Elle précise toutefois que le diagnostic est complexe: «Avant de confirmer une hypertension chez un mineur, plusieurs tests sont nécessaires. Une seule mesure élevée chez le cardiologue ne suffit pas. Il faut prendre la tension à plusieurs reprises, parfois utiliser un holter rythmique à domicile (un petit appareil qui enregistre l’activité électrique du cœur sur 24 heures ou plus), multiplier les consultations avec le pédiatre ou le cardiologue, et réaliser des bilans rénaux si besoin».
Assassin silencieux
Appelée «Silent Killer» (meurtrier silencieux), l’hypertension artérielle reste une menace invisible pour les jeunes, surtout lorsqu’elle est sans symptômes apparents. D’où l’importance de commencer le traitement dès que le diagnostic est confirmé.

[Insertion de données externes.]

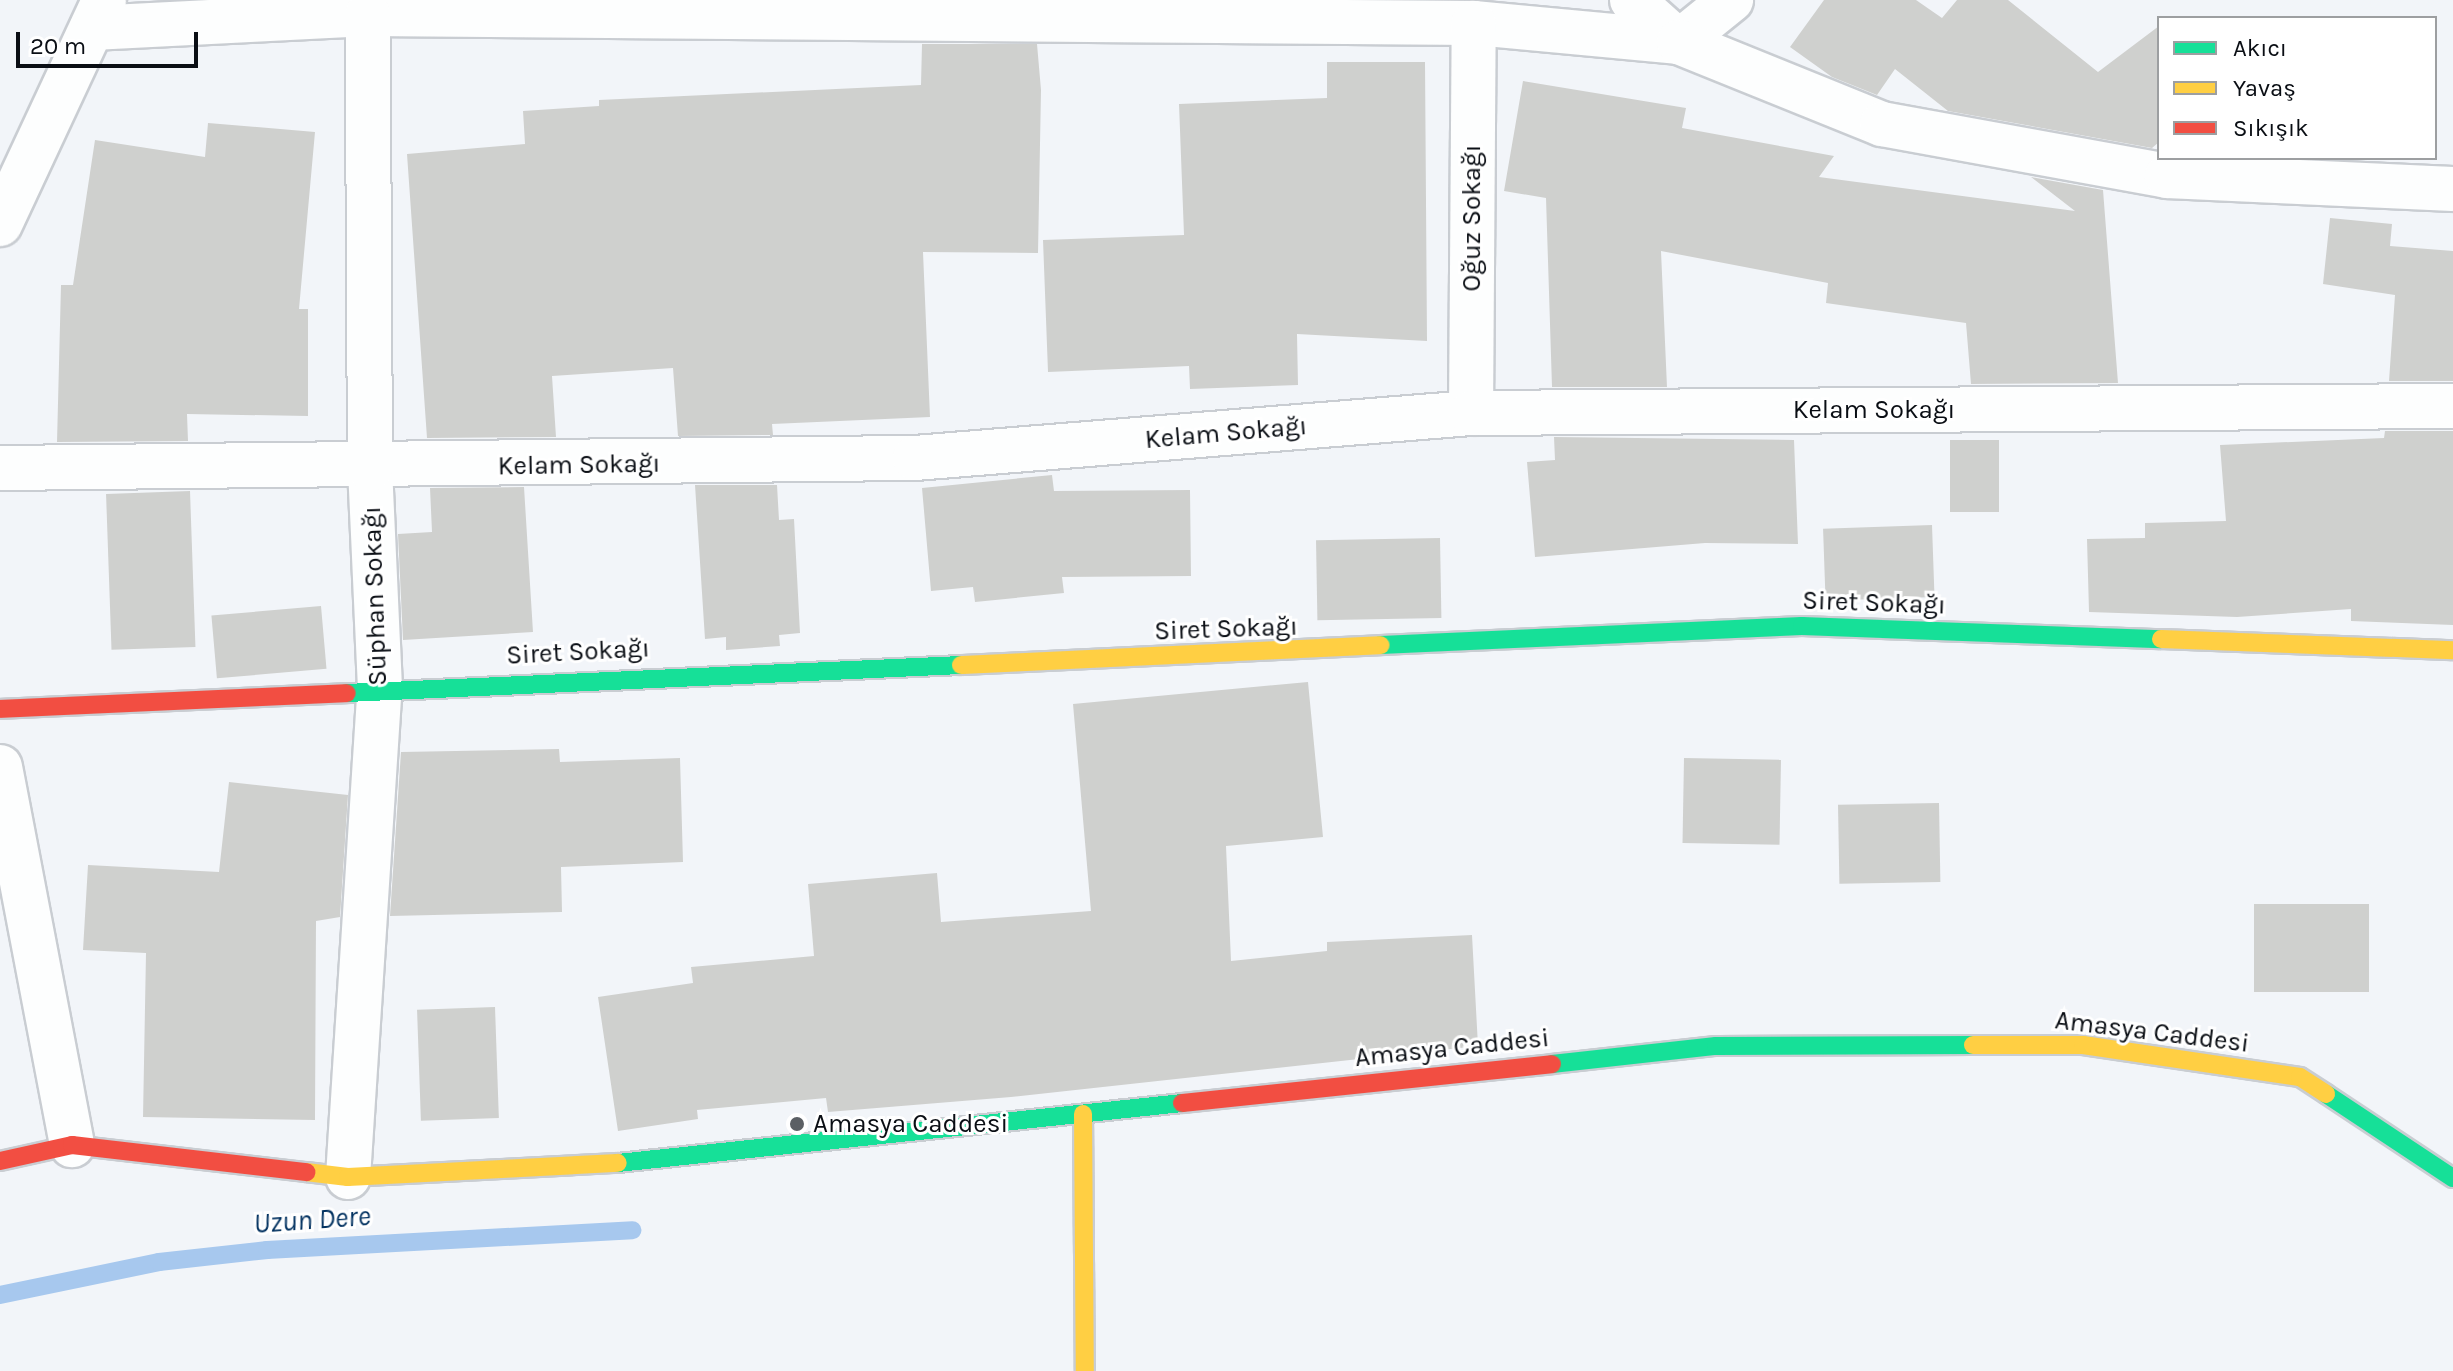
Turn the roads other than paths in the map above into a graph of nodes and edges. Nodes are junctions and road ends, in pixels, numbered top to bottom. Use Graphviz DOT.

«Avant d’envisager toutefois un traitement médicamenteux, on privilégie d’abord une approche hygiéno-diététique», souligne la cardiologue.
Cette méthode inclut une heure d’activité physique par jour, une réduction drastique des aliments gras et salés, pas plus de 2,5 grammes de sel par jour, une perte de poids en cas de surpoids et une surveillance régulière de la tension.
«Ce n’est que lorsque toutes ces mesures s’avèrent inefficaces que l’on passe aux médicaments. Et même là, on utilise les mêmes familles de traitements que pour l’adulte, tout en évitant dans la mesure du possible les bêtabloquants», précise-t-elle. Ces derniers agissent en bloquant l’effet de l’adrénaline sur le cœur et les vaisseaux, mais sont moins fréquemment prescrits chez les plus jeunes.
Prévenir les complications, préserver la vie
Les effets secondaires des traitements antihypertenseurs chez les adolescents sont généralement bénins, surtout comparés aux risques d’une tension élevée non prise en charge. «Il y a un véritable danger vital, en particulier dans les cas d’hypertension secondaire», avertit la professeure Zeina Kadri. «Les dégâts peuvent être catastrophiques sur les organes de l’enfant comme le cœur, le cerveau, les reins, les yeux, si la cause n’est pas traitée immédiatement», met-elle en garde.
Commencer un traitement jeune peut même améliorer considérablement le pronostic. «Prescrire un traitement à un adolescent, c’est prolonger son espérance et sa qualité de vie. On évite ainsi des complications bien plus graves et plus coûteuses à long terme», insiste-t-elle.
Une tension non stabilisée perturbe d’ailleurs profondément la vie de l’enfant au quotidien: fatigue, troubles cognitifs, isolement… la scolarité et la vie sociale en pâtissent. C’est pourquoi l’accompagnement de l’entourage est essentiel. «La famille et l’école ont un rôle crucial», souligne la cardiologue. «Il faut instaurer une culture du sport à la maison, suivre un plan nutritionnel, surveiller la tension au moins une fois par semaine, et s’assurer que le traitement est bien pris.»
Même avant l’hypertension, ces comportements devraient d’ailleurs être appliqués à la maison pour protéger les enfants et leur santé.